▶ What you will do
Using the data below, copy each line that includes the word "Gustave".

━━ The records ━━

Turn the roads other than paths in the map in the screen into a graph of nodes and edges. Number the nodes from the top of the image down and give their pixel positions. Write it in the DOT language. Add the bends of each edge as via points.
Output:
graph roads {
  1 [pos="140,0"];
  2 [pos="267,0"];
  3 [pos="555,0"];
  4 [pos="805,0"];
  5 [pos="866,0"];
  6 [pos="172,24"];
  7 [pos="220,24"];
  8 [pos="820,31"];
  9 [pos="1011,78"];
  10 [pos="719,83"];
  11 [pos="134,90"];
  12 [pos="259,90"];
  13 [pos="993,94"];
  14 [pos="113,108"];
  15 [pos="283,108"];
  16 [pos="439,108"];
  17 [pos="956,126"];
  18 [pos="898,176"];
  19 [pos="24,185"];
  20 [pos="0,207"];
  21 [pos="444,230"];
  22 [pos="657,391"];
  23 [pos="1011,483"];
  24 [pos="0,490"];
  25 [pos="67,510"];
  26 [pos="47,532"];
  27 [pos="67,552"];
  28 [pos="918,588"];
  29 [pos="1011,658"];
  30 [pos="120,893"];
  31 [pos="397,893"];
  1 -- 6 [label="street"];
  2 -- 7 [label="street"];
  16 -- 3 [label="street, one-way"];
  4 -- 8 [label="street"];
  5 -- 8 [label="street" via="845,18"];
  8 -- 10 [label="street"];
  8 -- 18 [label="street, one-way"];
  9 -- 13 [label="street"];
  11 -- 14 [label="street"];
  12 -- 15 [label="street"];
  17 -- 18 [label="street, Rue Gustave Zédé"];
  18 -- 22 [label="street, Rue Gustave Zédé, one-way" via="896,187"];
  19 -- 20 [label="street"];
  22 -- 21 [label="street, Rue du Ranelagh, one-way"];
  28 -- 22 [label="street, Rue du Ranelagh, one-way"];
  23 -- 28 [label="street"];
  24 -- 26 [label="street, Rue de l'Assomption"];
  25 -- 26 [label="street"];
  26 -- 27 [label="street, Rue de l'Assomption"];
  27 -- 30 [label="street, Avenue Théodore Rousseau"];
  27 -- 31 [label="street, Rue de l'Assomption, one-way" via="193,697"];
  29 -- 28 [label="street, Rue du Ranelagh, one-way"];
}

━━━

▶ Solution to this exercise
  17 -- 18 [label="street, Rue Gustave Zédé"];
  18 -- 22 [label="street, Rue Gustave Zédé, one-way" via="896,187"];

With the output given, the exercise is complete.